**The problem**
Search the material for the word "nodes" and copy every line in which it occurs.

**Supplied material**
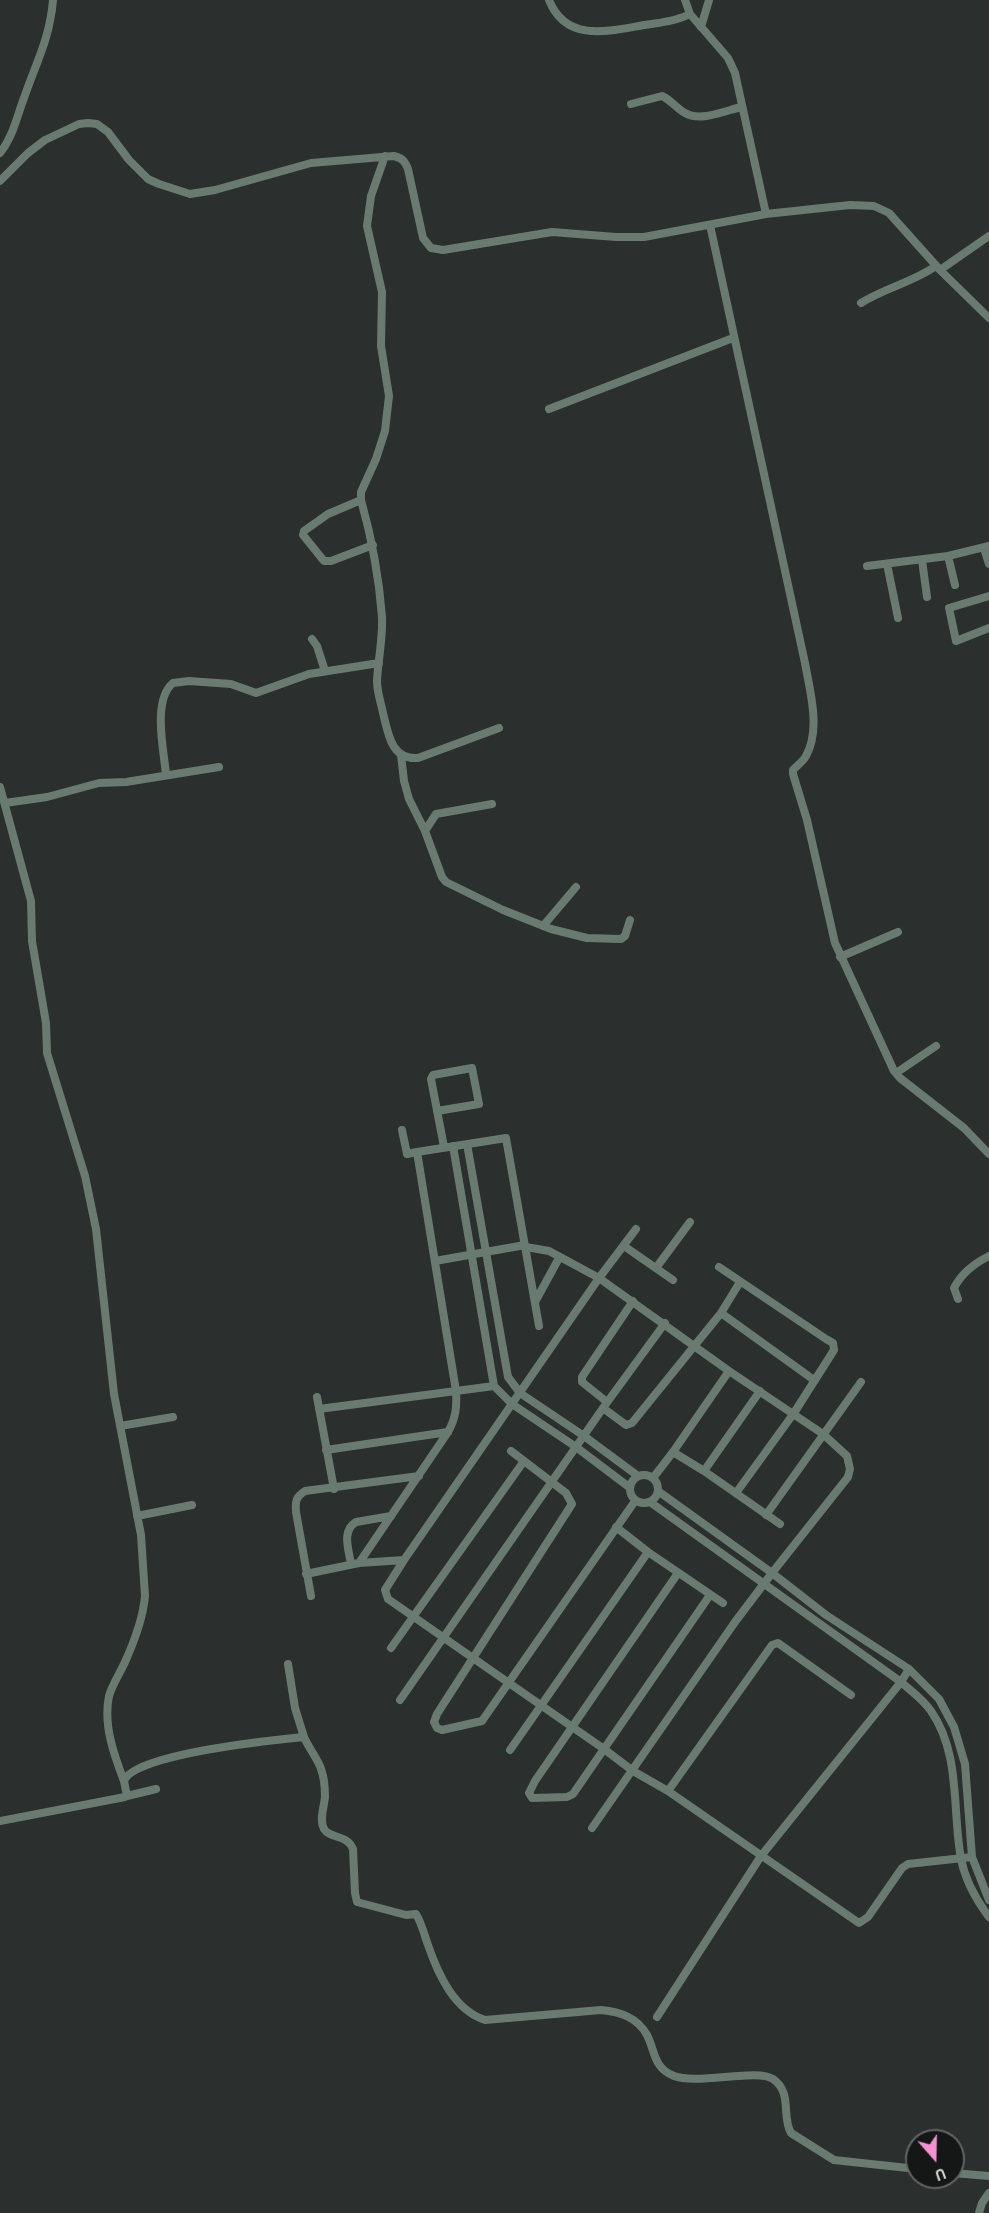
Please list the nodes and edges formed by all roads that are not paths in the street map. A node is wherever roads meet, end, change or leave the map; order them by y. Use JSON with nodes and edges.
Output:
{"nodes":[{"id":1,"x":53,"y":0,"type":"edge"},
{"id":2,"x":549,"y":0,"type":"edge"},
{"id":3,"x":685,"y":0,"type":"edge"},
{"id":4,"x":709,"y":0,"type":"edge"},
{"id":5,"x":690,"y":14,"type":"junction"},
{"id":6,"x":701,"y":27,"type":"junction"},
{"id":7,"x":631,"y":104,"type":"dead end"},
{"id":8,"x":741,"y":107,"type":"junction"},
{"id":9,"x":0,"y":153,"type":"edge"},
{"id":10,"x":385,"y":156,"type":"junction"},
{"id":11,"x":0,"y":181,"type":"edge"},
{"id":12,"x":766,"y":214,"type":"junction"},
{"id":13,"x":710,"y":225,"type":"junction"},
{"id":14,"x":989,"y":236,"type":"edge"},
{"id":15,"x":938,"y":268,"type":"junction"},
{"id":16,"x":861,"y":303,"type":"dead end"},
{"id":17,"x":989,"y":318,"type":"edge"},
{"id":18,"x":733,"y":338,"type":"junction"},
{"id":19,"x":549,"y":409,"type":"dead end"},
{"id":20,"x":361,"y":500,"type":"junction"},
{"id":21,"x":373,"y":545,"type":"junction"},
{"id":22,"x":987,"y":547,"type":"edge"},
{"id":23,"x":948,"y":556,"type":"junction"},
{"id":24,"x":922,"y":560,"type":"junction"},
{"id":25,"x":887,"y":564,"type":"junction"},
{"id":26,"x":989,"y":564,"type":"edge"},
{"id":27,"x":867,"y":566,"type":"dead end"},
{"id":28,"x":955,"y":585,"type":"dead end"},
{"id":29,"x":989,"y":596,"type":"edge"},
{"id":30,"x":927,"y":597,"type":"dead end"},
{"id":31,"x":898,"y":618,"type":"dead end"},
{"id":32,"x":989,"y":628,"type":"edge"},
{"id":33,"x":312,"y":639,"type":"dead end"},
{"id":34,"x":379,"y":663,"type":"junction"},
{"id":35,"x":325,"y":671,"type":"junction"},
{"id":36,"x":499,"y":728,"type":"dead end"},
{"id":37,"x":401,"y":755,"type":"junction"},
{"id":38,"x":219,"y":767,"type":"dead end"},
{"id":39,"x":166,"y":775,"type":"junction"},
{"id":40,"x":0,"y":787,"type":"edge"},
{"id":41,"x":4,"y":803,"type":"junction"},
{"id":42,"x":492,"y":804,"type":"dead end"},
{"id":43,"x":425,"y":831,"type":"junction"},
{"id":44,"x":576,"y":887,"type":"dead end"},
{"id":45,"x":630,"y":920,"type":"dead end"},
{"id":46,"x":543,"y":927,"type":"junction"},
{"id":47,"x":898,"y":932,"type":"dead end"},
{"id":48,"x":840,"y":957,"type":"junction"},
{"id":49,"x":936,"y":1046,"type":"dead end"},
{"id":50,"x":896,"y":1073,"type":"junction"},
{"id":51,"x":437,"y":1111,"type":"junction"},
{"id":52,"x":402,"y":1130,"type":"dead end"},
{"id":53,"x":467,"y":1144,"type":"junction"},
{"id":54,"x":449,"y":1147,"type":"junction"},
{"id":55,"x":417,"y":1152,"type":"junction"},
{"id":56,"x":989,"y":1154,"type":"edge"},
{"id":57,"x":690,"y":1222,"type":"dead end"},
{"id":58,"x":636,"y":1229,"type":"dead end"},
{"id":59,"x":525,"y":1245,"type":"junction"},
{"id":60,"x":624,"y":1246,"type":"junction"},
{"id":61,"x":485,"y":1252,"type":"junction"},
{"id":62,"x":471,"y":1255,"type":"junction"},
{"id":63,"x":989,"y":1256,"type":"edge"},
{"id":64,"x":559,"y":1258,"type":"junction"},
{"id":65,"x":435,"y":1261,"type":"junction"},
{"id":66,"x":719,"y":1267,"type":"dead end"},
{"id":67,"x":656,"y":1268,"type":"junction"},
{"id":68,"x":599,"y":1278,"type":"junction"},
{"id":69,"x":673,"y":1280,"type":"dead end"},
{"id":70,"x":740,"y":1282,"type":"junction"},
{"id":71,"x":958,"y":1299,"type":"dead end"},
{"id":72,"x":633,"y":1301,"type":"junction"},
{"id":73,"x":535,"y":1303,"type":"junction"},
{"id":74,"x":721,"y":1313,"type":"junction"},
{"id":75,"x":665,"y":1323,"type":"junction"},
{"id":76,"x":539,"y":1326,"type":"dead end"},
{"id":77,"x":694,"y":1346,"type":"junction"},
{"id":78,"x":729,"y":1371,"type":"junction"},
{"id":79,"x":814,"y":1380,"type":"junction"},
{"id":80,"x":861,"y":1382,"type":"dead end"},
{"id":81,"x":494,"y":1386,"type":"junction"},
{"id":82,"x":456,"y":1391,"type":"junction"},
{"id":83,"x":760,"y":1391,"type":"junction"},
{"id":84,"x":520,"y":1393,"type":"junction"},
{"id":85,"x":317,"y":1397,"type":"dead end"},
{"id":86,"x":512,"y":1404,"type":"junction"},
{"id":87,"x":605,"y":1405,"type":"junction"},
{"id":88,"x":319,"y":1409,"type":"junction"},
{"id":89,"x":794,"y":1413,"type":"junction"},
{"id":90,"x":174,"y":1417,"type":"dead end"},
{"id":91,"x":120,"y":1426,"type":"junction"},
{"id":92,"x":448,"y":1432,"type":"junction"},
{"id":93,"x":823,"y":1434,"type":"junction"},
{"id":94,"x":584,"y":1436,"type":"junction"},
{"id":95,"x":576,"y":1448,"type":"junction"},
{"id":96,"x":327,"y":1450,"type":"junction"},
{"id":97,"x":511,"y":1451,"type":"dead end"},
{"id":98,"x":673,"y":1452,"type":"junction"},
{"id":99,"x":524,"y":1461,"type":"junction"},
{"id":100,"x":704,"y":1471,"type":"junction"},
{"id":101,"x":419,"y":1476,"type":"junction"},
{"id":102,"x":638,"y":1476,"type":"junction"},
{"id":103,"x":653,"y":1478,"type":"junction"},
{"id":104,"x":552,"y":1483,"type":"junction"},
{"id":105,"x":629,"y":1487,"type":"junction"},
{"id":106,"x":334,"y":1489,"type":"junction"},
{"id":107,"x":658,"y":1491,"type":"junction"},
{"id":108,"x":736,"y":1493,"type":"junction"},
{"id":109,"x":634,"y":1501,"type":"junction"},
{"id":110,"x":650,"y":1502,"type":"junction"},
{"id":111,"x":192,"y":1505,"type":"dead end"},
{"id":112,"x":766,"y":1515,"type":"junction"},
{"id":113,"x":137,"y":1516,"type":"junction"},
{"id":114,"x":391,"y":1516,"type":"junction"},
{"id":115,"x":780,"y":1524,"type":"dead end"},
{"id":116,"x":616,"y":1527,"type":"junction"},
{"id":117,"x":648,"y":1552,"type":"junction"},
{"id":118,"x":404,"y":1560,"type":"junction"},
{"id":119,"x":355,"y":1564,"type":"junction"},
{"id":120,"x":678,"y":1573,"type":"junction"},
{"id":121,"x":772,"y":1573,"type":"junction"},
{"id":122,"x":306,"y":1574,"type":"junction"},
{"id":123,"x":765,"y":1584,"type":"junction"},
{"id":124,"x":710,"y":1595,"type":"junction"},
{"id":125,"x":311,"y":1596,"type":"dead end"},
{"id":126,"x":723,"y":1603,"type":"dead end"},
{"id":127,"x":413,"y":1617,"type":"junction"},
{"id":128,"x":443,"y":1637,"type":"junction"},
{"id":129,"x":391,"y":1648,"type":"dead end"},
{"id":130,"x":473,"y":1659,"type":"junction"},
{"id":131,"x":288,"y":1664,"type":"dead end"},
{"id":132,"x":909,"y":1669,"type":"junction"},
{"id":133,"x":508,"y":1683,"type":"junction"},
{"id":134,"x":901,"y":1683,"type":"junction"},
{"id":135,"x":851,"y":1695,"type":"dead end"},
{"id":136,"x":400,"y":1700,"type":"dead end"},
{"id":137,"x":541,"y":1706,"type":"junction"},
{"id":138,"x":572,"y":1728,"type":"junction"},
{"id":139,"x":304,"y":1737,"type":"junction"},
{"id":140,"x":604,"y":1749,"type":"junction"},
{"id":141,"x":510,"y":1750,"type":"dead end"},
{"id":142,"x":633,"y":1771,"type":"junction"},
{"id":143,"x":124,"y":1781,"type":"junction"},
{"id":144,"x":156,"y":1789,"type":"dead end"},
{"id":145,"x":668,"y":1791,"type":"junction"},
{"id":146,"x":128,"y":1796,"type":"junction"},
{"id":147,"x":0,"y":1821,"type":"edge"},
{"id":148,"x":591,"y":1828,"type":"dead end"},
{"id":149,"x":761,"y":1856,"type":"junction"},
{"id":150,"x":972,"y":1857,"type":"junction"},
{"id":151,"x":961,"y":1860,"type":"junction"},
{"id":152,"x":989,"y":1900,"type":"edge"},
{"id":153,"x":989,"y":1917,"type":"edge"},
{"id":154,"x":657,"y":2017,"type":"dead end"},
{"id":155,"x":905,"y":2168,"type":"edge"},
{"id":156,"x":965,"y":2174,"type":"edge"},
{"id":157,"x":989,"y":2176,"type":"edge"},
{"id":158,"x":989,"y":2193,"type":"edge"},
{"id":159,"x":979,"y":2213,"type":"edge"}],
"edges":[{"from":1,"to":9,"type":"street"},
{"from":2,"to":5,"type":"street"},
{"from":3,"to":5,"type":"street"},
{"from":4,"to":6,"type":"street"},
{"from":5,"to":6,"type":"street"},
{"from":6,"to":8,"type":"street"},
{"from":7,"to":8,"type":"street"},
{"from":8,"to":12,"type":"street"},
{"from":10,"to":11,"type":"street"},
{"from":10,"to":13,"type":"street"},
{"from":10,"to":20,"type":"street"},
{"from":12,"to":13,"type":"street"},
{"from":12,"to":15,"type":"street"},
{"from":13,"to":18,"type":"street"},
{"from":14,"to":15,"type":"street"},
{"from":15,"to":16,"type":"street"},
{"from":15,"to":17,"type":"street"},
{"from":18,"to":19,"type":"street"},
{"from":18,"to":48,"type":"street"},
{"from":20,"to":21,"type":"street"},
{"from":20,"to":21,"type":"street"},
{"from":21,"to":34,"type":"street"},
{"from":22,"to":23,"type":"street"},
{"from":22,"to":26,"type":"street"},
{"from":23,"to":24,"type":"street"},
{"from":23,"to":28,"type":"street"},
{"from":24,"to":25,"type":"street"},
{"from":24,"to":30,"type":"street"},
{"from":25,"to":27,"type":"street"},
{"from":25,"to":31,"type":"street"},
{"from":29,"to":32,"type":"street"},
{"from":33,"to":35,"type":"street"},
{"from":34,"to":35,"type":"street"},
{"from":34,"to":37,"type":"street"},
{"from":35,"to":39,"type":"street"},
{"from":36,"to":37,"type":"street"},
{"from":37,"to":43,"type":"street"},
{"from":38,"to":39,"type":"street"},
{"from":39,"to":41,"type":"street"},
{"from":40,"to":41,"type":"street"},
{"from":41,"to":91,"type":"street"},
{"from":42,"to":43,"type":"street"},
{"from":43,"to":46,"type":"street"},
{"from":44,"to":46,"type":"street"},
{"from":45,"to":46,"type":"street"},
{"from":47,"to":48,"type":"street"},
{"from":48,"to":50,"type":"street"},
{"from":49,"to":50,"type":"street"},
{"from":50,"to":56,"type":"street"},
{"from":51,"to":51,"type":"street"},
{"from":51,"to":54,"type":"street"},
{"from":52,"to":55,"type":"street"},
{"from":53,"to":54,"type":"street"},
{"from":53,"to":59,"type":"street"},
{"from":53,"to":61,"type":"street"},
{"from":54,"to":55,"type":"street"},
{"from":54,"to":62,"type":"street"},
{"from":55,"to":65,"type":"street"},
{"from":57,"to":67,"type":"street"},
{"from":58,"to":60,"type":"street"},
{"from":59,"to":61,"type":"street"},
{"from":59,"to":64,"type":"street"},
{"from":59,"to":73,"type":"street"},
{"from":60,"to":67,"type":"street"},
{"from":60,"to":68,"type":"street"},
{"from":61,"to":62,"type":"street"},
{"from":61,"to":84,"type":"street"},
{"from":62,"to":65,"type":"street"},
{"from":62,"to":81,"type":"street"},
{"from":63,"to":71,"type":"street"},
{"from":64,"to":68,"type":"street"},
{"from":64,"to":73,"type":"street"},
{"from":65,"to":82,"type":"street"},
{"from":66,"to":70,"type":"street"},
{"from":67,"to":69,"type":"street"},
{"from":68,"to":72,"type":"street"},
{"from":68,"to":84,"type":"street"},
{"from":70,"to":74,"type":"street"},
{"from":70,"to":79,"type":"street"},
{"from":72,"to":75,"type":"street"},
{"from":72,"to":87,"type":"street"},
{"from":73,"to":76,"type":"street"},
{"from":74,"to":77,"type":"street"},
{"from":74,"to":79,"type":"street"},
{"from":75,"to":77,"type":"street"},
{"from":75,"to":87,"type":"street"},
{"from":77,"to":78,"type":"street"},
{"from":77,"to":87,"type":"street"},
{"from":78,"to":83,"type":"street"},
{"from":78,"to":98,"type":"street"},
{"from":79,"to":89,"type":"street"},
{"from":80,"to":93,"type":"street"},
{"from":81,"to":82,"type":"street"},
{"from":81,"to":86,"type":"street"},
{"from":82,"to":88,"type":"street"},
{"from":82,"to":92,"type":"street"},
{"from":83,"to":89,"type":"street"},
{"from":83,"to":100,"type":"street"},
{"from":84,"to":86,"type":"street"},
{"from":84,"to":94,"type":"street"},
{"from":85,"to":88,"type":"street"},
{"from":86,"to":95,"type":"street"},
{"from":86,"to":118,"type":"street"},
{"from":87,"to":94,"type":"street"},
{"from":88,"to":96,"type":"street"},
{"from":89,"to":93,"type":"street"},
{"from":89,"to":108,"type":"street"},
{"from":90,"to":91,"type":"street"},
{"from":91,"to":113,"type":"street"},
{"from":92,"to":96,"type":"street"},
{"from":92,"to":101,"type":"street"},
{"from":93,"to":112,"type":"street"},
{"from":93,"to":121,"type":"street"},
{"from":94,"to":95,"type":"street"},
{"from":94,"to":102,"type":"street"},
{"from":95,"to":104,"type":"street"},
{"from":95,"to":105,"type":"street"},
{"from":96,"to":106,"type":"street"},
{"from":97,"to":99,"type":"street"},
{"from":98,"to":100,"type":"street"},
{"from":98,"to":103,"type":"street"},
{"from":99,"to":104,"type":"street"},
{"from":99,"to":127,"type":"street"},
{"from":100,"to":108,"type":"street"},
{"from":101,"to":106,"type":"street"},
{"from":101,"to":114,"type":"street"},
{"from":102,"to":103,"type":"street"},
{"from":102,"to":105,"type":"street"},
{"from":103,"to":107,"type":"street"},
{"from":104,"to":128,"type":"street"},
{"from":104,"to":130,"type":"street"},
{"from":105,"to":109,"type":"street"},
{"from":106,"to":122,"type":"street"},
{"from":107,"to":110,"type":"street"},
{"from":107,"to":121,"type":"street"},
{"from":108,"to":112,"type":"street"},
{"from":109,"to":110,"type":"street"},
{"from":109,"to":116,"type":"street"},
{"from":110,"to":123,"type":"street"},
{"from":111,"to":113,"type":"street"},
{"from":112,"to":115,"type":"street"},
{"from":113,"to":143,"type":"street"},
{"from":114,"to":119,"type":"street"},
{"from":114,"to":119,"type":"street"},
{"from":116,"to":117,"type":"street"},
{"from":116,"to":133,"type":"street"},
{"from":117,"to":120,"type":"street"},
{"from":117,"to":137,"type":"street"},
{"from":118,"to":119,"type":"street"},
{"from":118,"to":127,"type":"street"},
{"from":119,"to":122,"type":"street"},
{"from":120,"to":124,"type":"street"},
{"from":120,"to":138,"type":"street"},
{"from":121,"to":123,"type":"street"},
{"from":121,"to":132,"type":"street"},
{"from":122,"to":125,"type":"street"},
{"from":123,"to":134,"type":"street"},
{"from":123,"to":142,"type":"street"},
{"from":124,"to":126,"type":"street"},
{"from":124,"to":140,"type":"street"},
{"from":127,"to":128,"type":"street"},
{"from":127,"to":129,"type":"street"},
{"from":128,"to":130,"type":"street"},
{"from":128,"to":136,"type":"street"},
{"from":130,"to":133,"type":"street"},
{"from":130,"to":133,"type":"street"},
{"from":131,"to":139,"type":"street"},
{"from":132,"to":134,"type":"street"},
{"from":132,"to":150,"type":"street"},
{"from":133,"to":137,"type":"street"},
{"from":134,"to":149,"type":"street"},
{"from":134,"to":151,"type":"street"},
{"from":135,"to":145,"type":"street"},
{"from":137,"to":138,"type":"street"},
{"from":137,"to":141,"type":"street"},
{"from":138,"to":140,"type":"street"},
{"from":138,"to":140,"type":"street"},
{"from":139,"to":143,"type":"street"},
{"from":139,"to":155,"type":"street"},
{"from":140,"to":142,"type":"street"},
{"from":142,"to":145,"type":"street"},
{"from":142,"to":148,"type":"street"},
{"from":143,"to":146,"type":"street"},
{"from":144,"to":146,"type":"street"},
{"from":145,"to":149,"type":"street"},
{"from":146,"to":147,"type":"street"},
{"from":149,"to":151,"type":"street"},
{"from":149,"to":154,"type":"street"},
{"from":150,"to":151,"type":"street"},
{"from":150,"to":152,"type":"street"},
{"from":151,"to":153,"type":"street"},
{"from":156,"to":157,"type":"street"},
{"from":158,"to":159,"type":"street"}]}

**Expected answer**
Please list the nodes and edges formed by all roads that are not paths in the street map. A node is wherever roads meet, end, change or leave the map; order them by y. Use JSON with nodes and edges.
{"nodes":[{"id":1,"x":53,"y":0,"type":"edge"},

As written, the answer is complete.